"Jangan khawatir kapten, InsyaAllah kami berikan juga ke sekutu jika membutuhkan nanti," senyum Diponegoro kepadanya.
      "Ten..tentu saja Diponegoro, hanya saja aku..."
      "Aku juga tidak mengira kita bisa secepat itu mengembangkannya, teknisi Malaka cukup hebat juga dapat menyempurnakannya secepat ini," Imam Hasan ikut merasa senang.
      "Tadi kau bilang sudah mengembangkan lebih jauh, berarti sebenarnya Mataram bisa membuatnya tanpa bantuan Samudera dan Malaka kan?" tanya Imam Hassan.
      "Kami mencoba kok Imam Hassan, yah kebetulan saja kami juga berhasil menemukan caranya, entah sama atau tidak dengan metode yang digunakan oleh Malaka."
      "Dan dengan sesama kesultanan Islam tidak ada salahnya kan kita berbagi ide, toh itu juga akan sangat berguna bagi Samudera dan Malaka," ucap Diponegoro menjelaskan.
      "Hehe, aku tahu apa maksudmu Diponegoro.. Alhamdulillah kalau begitu.. semua akan bersatu pada waktunya nanti.. hmm..." Imam Hassan kembali meminum ramuan rempah-rempahnya, kali ini dengan tegukan yang cukup banyak.
      "Baru saja kok kami mulai mengembangkannya, versi terbaru dari bayu geni, tapi sayangnya bahan-bahan untuk itu kurang. Beberapa kapal dagang aku perintahkan untuk mengangkut mesiu, titanium, dan aluminium serta beberapa bahan tambahan lain."
      "Nah, salah satunya terkena serangan serupa yang terjadi di malam hari. Meskipun si penyerang tidak menggunakan kapal besar dan dicat hitam tapi serangannya dapat melumpuhkan kapal dagang kami. Alhamdulillah seluruh penumpang selamat," Diponegoro ikut menghabiskan minuman buatan Malamo.

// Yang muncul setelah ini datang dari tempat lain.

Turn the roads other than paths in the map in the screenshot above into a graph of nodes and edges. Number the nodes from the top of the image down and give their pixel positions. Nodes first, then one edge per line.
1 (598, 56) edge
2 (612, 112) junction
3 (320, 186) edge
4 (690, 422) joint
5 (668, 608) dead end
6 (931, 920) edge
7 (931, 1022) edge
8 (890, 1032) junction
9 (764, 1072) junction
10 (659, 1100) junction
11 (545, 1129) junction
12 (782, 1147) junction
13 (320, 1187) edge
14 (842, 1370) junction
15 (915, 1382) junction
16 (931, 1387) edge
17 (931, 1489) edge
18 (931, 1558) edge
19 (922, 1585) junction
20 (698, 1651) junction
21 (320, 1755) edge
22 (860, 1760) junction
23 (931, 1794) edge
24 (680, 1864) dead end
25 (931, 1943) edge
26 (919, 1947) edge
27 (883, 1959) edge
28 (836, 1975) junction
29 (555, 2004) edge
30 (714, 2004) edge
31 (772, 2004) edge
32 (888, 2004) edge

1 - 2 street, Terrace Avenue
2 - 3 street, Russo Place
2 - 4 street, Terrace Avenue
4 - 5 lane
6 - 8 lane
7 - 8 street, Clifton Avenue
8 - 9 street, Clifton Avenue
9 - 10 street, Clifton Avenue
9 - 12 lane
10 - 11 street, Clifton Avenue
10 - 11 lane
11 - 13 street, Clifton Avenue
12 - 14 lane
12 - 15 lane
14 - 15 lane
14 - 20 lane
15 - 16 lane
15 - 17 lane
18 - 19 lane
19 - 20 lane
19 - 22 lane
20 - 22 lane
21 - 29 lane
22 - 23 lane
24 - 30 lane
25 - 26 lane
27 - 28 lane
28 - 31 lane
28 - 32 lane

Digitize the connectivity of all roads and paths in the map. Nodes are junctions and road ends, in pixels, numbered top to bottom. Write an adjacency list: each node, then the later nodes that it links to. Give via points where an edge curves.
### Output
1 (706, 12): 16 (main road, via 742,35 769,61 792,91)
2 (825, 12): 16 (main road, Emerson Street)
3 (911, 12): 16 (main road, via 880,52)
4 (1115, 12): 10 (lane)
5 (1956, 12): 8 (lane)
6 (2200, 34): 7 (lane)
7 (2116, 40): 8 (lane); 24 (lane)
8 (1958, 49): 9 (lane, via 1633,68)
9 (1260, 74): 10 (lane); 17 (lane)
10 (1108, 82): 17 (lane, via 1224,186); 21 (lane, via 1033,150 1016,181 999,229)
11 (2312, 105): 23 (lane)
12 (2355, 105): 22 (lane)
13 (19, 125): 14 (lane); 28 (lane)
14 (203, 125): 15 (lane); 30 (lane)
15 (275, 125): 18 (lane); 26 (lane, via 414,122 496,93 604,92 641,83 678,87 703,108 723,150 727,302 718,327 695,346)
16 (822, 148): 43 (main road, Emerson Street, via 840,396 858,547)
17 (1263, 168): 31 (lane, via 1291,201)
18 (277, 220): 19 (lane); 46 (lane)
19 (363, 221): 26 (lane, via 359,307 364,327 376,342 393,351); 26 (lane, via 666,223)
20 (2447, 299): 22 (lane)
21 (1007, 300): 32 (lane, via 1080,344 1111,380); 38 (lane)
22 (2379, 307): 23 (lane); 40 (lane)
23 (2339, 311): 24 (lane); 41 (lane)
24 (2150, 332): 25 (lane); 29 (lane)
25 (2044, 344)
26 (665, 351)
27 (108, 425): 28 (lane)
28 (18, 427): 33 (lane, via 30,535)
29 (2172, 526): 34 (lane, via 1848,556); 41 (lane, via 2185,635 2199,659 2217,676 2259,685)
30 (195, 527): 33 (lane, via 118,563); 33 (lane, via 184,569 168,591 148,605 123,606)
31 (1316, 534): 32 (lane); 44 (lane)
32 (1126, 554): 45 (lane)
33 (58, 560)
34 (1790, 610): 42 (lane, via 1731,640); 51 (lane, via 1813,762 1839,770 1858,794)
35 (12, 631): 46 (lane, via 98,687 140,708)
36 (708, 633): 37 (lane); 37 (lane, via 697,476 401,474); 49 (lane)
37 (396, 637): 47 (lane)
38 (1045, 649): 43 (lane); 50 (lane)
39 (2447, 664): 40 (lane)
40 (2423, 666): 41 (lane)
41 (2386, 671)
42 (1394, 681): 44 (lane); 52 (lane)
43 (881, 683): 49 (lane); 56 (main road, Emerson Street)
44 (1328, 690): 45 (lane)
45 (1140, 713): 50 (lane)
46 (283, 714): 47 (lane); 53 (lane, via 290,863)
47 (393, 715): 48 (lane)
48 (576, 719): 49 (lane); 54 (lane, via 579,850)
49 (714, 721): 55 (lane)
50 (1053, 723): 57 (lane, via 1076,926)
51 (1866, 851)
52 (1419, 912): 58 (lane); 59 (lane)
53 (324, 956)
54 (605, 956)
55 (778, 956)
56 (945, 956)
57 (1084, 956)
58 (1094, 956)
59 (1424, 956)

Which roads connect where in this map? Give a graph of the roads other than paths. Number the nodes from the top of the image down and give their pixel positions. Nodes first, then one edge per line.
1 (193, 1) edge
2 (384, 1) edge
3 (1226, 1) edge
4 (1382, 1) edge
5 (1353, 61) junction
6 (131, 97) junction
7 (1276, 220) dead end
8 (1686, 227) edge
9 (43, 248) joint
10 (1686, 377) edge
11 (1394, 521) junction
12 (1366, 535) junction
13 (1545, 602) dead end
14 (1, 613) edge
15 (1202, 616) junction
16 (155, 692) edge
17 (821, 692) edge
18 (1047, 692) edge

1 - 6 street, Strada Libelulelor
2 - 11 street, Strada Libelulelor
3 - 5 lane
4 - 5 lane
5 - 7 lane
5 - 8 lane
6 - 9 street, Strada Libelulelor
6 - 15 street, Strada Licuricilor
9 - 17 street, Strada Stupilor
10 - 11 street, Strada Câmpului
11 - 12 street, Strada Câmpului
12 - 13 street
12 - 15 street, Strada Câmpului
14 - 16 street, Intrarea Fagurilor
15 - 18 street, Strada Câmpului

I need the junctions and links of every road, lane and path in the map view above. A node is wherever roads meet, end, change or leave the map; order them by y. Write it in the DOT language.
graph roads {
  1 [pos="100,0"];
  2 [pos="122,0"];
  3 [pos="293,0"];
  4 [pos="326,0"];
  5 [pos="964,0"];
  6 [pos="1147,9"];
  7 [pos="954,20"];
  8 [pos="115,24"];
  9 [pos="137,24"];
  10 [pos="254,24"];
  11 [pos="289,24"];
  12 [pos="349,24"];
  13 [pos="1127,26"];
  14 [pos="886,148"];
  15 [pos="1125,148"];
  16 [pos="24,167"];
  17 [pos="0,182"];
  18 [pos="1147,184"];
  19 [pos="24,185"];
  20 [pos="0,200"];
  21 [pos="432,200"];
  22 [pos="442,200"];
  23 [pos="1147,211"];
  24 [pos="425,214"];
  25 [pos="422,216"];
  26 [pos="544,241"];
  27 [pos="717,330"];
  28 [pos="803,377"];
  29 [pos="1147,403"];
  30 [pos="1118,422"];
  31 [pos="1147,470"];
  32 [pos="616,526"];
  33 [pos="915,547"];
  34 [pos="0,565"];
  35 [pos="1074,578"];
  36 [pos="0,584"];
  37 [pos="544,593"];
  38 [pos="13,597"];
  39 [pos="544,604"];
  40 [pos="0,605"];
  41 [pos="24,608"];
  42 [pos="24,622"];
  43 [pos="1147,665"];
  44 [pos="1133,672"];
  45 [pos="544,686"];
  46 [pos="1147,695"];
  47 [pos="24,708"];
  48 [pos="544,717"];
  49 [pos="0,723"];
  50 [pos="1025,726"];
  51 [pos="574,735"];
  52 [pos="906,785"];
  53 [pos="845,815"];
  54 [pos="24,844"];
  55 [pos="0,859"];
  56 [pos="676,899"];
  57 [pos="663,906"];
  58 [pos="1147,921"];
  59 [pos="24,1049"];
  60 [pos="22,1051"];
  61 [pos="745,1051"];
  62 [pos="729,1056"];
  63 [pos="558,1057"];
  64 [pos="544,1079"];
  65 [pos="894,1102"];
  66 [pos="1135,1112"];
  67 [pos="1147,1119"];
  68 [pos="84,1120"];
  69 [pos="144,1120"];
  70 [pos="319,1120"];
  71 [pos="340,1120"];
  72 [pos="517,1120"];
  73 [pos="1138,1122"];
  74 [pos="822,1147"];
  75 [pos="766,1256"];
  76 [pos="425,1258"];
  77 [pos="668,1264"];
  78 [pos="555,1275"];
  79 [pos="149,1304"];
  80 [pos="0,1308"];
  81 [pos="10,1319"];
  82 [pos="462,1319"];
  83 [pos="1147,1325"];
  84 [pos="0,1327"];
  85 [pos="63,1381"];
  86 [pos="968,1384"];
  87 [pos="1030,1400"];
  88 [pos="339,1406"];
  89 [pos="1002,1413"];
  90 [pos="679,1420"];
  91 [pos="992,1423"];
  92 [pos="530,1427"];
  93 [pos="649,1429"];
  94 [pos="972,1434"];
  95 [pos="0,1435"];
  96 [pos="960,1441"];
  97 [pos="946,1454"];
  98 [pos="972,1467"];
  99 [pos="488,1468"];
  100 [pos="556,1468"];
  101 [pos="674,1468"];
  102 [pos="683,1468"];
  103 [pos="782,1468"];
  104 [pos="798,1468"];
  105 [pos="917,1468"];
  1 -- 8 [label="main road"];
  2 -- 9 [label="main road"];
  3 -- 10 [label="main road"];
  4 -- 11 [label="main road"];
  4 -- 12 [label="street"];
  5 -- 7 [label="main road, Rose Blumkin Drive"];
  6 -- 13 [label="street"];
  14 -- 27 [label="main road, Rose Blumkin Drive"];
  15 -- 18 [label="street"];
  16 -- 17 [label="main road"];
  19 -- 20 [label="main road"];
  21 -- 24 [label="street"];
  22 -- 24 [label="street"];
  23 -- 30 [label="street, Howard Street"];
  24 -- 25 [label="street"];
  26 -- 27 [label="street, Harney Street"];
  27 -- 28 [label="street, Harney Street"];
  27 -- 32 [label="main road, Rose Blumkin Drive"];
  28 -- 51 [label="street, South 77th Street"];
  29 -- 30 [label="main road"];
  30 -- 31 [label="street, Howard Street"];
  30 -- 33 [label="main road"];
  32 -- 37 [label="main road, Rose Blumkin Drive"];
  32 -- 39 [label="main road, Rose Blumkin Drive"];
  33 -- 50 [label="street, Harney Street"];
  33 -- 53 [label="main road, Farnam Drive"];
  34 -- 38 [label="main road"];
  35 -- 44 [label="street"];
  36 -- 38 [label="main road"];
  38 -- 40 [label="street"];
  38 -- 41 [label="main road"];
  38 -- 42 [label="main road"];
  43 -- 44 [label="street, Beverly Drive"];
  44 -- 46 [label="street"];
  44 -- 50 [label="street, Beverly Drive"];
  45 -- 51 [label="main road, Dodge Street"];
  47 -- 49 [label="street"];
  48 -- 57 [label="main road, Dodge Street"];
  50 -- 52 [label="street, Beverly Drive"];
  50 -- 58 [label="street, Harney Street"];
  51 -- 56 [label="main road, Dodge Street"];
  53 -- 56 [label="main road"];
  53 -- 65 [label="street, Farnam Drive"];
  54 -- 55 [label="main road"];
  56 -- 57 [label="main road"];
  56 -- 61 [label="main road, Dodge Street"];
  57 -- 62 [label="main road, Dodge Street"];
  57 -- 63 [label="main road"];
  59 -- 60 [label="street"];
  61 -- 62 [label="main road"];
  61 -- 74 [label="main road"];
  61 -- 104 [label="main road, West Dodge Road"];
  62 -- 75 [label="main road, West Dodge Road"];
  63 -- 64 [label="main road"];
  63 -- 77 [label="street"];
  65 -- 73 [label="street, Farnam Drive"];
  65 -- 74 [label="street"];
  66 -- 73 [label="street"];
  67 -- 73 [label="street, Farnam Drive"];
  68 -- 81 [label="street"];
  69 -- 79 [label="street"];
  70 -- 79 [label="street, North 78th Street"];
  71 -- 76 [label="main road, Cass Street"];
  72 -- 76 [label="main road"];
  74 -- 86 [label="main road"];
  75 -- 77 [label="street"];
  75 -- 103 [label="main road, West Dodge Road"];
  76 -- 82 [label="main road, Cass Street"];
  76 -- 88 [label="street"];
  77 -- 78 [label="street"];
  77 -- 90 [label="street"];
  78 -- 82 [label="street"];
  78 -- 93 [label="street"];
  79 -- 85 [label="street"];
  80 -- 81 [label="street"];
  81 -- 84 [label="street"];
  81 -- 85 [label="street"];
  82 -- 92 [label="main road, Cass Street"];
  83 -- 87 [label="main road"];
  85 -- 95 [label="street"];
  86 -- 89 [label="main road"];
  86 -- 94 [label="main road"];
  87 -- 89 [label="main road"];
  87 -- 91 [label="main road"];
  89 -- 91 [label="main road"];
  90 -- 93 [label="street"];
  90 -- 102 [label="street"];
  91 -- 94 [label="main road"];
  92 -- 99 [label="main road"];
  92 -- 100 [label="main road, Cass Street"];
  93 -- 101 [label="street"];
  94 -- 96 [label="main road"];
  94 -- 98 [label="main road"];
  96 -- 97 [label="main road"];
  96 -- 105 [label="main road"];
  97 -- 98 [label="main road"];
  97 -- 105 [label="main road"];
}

      "Aku sudah dengar ceritanya dari Abdi dan Dalem, dan kapten kapal itu, Sudirman, apa dia bisa selamat? Kedua orang ini selalu mengkhawatirkan keadaannya," Imam Hassan melihat ke Abdi dan Dalem yang nampak kaget.
      "Eh, itu maksud saya, itu..." tangan Abdi dan Dalem menunjuk ke sebelah Raden Diponegoro.